Прозвучало тихое всеобщее «ах». Фигаро покачнулся, коснулся рукой груди.
— Но почему раньше ты мне этого не говорила, Сюзанна?
— Ты был женат. А потом я боялась, а ну как меня насмерть забьют камнями на площади за прелюбодеяние! Но судьба послала мне милость — моя девочка, моя Люция появилась в замке, и сердце мое пело, как малиновка поутру! Она была удивительная, моя Люция, она обладала великими способностями, ибо ей звезды дали свою силу. А ты за это решил, что она ведьма!
— Я всегда думал, — тихо сказал Фигаро, — я был уверен, что все убеждения инсектоидов — правда… А теперь у меня есть дочь, и я сам послал ее на смерть. Сюзанна!
— Что?
— Я слагаю с себя все обязанности. Я буду под домашним арестом.
— Не волнуйся, кусок хлеба и стакан воды тебе всегда подадут.
— Спасибо. Я пойду.
Его молча проводили взглядами.
— Как мы теперь будем жить, Сюзанна? — спросила одна из поварих.
— По мере сил делать свое дело. Молиться о судьбе донны Люции. И надеяться, что она вернется оправданной.
На том и порешили. Самое интересное, что доктор Гренуаль и художник Рафачелли не сбежали, прихватив что плохо лежит! Наоборот! Они так же, как и все, скудно питались, скромно жили. Доктор Гренуаль следил за жизненными показателями Оливии, ухаживал за ней, а маэстро, запершись в своей импровизированной мастерской, дописывал парадный портрет Оливии. Мало того.
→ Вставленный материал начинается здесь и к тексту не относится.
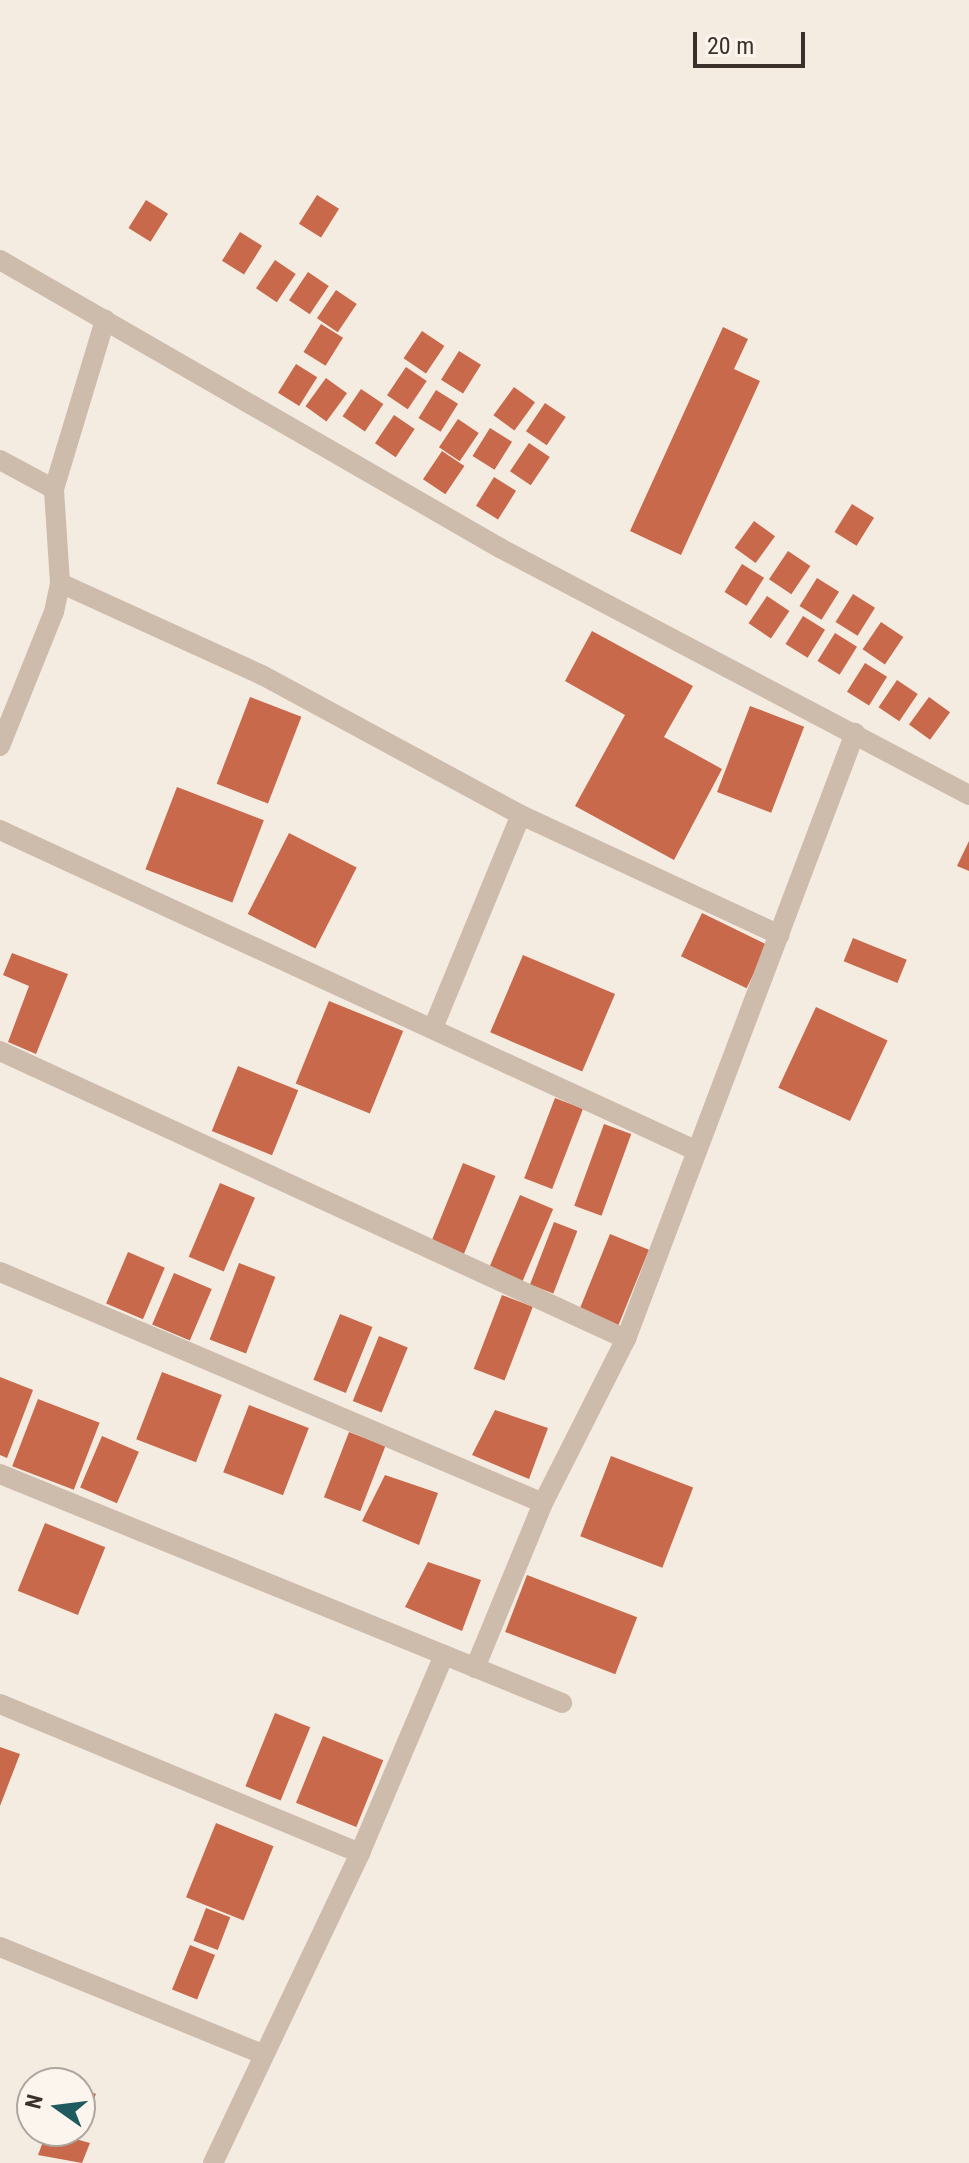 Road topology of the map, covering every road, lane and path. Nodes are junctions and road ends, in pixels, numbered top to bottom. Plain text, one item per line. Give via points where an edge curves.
1 (0, 260) edge
2 (105, 320) junction
3 (0, 460) edge
4 (54, 489) junction
5 (60, 583) junction
6 (855, 733) junction
7 (0, 746) edge
8 (969, 795) edge
9 (521, 815) junction
10 (0, 830) edge
11 (780, 935) junction
12 (433, 1028) junction
13 (0, 1051) edge
14 (697, 1151) junction
15 (0, 1272) edge
16 (626, 1339) junction
17 (0, 1474) edge
18 (543, 1503) junction
19 (444, 1655) junction
20 (475, 1668) junction
21 (562, 1703) dead end
22 (0, 1704) edge
23 (360, 1853) junction
24 (0, 1947) edge
25 (264, 2055) junction
26 (213, 2163) edge

1 - 2 street
2 - 4 street
2 - 6 street via 500,548
3 - 4 street
4 - 5 street
5 - 7 street
5 - 9 street via 262,675
6 - 8 street
6 - 11 street
9 - 11 street
9 - 12 street
10 - 12 street
11 - 14 street
12 - 14 street
13 - 16 street
14 - 16 street
15 - 18 street
16 - 18 street
17 - 19 street
18 - 20 street
19 - 20 street
19 - 23 street
20 - 21 street
22 - 23 street
23 - 25 street
24 - 25 street
25 - 26 street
Он выпросил у меня разрешение написать портрет спящей Оливии. И получилось прекрасно: на возвышении, в меховых одеялах спит красавица, профиль ее безупречен, руки в богатых парче и шелке протянуты вдоль тела и унизаны перстнями. Словом, к реальной Оливии это не имело никакого отношения. Ладно, он так видит. Маэстро назвал портрет «Спящая красавица».
А Оливия… Милая моя подруга все так же лежала в своем летаргическом сне. Доктор Гренуаль ухаживал за ней со всей возможной тщательностью, Сюзанна готовила целебные настои, жидкие супы — чтобы больная не умерла от истощения, меняла пеленки, обрабатывала кожу, чтобы не было пролежней.
Вот что рассказали мне, плача и смеясь, наперебой целуя руки, подсовывая пирожки и чай, мои дорогие челядинцы. Я тоже была счастлива до невозможности — я в дальнем уголке своего сердца вообще таила печаль, что замок снесен или сожжен дотла.
Наконец все немного угомонились, накрыли стол (спешно зажарили трех цыплят, разогрели картофельный суп и нарубили оливье), и я стала знакомить домочадцев с друзьями, которых обрела в заточении.
— Вот это Салли. Мне не нравится это имя, и мне хотелось, чтобы…
— Меня зовут Селестия, — кротко улыбнулась Селестия.